**Required action:**
Each line in the entries below that holds the string "Convert" must be copied.

**Collected data:**
■ ■ ■ ■ ■
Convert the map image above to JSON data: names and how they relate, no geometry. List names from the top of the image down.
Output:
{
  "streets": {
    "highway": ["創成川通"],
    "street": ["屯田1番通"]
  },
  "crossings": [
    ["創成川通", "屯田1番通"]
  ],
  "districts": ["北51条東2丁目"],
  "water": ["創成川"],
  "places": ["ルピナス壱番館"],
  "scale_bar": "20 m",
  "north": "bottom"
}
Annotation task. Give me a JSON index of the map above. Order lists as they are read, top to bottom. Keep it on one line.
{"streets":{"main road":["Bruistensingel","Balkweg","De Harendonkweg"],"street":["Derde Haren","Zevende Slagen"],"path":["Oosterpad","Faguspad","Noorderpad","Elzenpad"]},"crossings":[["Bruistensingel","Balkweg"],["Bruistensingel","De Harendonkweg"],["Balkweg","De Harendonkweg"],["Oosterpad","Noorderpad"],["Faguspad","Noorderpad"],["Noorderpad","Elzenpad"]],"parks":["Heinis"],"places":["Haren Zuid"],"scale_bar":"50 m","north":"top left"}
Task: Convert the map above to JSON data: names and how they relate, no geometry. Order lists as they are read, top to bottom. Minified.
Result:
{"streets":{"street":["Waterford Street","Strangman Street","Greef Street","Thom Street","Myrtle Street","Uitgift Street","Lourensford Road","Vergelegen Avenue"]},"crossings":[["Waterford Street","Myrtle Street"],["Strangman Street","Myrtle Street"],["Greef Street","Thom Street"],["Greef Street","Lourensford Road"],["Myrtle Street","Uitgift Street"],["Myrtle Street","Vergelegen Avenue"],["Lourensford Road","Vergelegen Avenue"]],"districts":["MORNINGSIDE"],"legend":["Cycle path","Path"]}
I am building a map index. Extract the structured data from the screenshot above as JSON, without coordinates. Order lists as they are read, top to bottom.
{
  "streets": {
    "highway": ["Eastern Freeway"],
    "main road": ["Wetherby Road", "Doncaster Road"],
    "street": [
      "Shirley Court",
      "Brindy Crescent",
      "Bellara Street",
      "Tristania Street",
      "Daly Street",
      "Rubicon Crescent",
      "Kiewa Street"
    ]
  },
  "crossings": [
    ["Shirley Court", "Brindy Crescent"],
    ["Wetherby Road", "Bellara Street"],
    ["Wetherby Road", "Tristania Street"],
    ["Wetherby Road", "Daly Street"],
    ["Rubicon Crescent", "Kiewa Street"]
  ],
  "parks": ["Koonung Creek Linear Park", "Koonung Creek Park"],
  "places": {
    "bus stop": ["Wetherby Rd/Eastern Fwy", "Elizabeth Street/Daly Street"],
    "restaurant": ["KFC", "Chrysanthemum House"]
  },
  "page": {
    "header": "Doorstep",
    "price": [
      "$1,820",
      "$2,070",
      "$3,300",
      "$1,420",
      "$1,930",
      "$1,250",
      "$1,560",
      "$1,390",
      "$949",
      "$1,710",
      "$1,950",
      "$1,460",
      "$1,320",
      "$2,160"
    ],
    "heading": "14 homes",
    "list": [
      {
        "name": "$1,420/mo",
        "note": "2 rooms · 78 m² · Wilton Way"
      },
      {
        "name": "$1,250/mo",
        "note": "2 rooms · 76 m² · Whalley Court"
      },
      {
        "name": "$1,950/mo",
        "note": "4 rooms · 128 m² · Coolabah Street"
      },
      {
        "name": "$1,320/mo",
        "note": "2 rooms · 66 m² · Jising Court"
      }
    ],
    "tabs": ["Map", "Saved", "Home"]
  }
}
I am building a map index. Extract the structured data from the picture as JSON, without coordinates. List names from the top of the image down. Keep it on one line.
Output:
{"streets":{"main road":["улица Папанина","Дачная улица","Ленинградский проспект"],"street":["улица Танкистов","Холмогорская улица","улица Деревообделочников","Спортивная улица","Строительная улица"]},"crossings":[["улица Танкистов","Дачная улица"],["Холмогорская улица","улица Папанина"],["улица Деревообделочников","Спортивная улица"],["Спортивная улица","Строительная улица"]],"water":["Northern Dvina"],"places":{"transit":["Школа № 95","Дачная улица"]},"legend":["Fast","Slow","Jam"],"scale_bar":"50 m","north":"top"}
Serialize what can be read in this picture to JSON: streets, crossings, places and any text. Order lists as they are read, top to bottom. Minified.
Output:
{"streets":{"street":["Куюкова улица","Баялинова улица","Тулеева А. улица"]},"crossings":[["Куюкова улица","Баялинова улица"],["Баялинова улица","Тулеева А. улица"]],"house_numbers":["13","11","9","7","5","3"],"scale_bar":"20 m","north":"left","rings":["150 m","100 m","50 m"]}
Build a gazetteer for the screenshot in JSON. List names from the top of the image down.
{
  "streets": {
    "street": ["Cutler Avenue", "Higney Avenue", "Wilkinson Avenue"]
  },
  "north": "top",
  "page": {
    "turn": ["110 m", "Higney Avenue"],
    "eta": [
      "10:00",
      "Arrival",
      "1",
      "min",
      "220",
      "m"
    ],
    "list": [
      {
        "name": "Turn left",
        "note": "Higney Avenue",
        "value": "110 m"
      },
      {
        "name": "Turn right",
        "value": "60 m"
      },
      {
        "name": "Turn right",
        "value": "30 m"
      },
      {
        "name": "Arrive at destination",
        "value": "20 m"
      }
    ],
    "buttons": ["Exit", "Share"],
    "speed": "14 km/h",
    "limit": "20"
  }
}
■ ■ ■ ■ ■
**Task result:**
Convert the map image above to JSON data: names and how they relate, no geometry. List names from the top of the image down.
Task: Convert the map above to JSON data: names and how they relate, no geometry. Order lists as they are read, top to bottom. Minified.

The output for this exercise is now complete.